Ульрика, склонясь над столом, принялась рыться в бумагах. Ворошила мятые листы, не нашла. Потом медленно выпрямилась, застыла:
– Я и так помню…
И, закрыв глаза, другим голосом, низким и спокойным, медленно начала:
– Свирепый Пирр, чьи черные доспехиИ мрак души напоминали ночь,Когда лежал он, прячась в конском чреве,Теперь закрасил черный цвет одеждМалиновым, – и стал еще ужасней.Теперь он с ног до головы в крови…
Вместе с голосом отяжелело ее лицо и жесты, она словно стала шире в плечах, устало прошла в угол, задумчиво замерла в тени. Хромоножка, уронив леденец на ковер, не сводила с нее глаз. Мокрые губы беззвучно повторяли слова. Девчонка, очевидно, тоже знала текст наизусть.
Филимонова слушала, ей вспомнился сон: дед Артем, песок в чашке. Тот, второй, сердитый. Что он сказал? Одно слово… Не помню… Почему мне так хотелось понравиться ему? Почему мне так важно, одобрят ли меня другие? Когда это началось, почему я не могу жить без оглядки, делать то, что я хочу?

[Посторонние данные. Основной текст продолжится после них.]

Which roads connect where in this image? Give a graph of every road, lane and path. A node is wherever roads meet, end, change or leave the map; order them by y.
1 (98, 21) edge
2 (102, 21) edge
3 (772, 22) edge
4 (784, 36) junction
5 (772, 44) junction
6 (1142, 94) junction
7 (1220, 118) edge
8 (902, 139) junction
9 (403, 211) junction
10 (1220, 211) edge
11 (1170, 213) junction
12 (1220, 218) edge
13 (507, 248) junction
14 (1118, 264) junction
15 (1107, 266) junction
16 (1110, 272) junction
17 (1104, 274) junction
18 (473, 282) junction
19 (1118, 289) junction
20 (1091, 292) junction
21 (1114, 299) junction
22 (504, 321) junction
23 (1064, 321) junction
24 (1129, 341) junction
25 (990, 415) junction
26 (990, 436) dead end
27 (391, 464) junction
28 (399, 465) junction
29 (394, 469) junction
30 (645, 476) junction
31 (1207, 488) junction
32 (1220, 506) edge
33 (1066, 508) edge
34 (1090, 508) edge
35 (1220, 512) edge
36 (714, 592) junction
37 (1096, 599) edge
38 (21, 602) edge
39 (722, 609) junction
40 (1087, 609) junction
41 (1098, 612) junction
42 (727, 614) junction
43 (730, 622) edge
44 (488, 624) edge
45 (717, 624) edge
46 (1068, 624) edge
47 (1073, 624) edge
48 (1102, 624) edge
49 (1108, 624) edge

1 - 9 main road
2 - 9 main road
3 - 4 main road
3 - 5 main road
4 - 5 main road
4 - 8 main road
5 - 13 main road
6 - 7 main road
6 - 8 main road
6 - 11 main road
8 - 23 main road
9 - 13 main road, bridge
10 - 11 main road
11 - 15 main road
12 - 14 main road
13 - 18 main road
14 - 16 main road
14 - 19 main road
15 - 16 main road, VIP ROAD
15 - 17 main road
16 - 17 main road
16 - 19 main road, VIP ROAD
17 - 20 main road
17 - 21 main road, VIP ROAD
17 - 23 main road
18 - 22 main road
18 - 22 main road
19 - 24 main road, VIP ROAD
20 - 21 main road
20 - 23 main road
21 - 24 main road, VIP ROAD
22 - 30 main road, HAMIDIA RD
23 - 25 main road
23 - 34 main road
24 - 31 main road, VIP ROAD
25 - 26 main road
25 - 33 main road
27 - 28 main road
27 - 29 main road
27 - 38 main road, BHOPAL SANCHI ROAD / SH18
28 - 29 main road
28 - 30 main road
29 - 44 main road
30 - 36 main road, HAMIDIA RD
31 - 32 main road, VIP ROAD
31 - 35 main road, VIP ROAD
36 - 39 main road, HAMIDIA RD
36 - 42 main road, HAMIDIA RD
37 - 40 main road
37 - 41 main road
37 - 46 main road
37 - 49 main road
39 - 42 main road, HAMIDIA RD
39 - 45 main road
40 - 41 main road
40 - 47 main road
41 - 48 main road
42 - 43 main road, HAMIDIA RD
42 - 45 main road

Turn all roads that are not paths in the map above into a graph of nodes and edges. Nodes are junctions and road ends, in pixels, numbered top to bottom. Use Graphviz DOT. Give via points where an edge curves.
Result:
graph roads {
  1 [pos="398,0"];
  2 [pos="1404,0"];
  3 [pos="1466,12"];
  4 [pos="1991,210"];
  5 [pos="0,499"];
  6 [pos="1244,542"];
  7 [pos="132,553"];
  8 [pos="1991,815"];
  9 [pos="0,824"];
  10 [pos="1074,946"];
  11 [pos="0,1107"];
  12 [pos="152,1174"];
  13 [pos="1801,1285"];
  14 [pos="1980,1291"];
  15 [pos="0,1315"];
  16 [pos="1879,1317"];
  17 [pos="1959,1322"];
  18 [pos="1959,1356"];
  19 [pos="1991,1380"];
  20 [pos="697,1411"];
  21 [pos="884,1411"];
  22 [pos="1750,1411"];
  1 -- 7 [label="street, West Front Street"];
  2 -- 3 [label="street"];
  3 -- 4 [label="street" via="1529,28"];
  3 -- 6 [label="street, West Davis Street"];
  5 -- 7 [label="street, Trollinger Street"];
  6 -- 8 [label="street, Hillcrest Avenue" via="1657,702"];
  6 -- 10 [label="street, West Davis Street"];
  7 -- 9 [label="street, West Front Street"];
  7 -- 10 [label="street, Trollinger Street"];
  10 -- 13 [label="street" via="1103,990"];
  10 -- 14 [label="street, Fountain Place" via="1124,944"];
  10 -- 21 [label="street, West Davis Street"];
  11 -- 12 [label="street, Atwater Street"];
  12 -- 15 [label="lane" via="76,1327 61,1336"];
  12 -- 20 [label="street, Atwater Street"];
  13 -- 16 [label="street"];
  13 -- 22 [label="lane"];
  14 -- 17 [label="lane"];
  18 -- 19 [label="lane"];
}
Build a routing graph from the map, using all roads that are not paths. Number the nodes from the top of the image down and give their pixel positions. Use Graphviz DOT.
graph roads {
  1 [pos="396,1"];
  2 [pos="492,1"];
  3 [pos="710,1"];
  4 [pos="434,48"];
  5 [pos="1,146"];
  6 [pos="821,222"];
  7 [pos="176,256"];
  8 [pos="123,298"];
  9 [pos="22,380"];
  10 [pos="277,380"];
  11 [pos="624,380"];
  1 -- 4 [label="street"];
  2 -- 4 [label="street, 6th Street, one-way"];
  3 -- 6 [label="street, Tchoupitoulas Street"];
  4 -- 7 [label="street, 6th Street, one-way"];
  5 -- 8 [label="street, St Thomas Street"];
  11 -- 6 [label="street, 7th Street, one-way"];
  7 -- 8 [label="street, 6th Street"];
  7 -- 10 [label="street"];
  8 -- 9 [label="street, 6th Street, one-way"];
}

Досада подступила к горлу – смесь ярости и унижения, такой знакомый горький вкус, привычный со школы. А после уже всегда и везде. Но глотать это, глотать и молчать учили именно там. У доски, в учительской, на инквизиторских педсоветах с вызовом родителей, потерянных и жалких, как линялые картинки из учебника. Ложь и лицемерие как способ выживания. Тюремная вонь затхлых коридоров, крашенных в несуществующую в природе гадкую зелень, запах мокрых тряпок и мела, запах бесправия и унижения. Обтесали в чурбачки, обкатали, как гальку, и выкинули в беспросветную жизнь, безысходно разлинованную, будто тетрадь по чистописанию. С годами глотать унижения и обиды стало легче, они уже не вставали поперек горла, да и вкус не был так горек. Ярость погасла, справедливость перешла в разряд нелепостей, честность стала граничить с глупостью. Трусость стала именоваться житейской мудростью. Праведный гнев, желание рявкнуть или треснуть по хамской морде смиренно забились под лавку, все реже скалили зубы. Она ждала достойного часа, важного повода, стоящей цели. Чего по пустякам кипятиться? Жизнь прошла, час не пробил, цель не появилась. Поводы возникали, но не столь важные.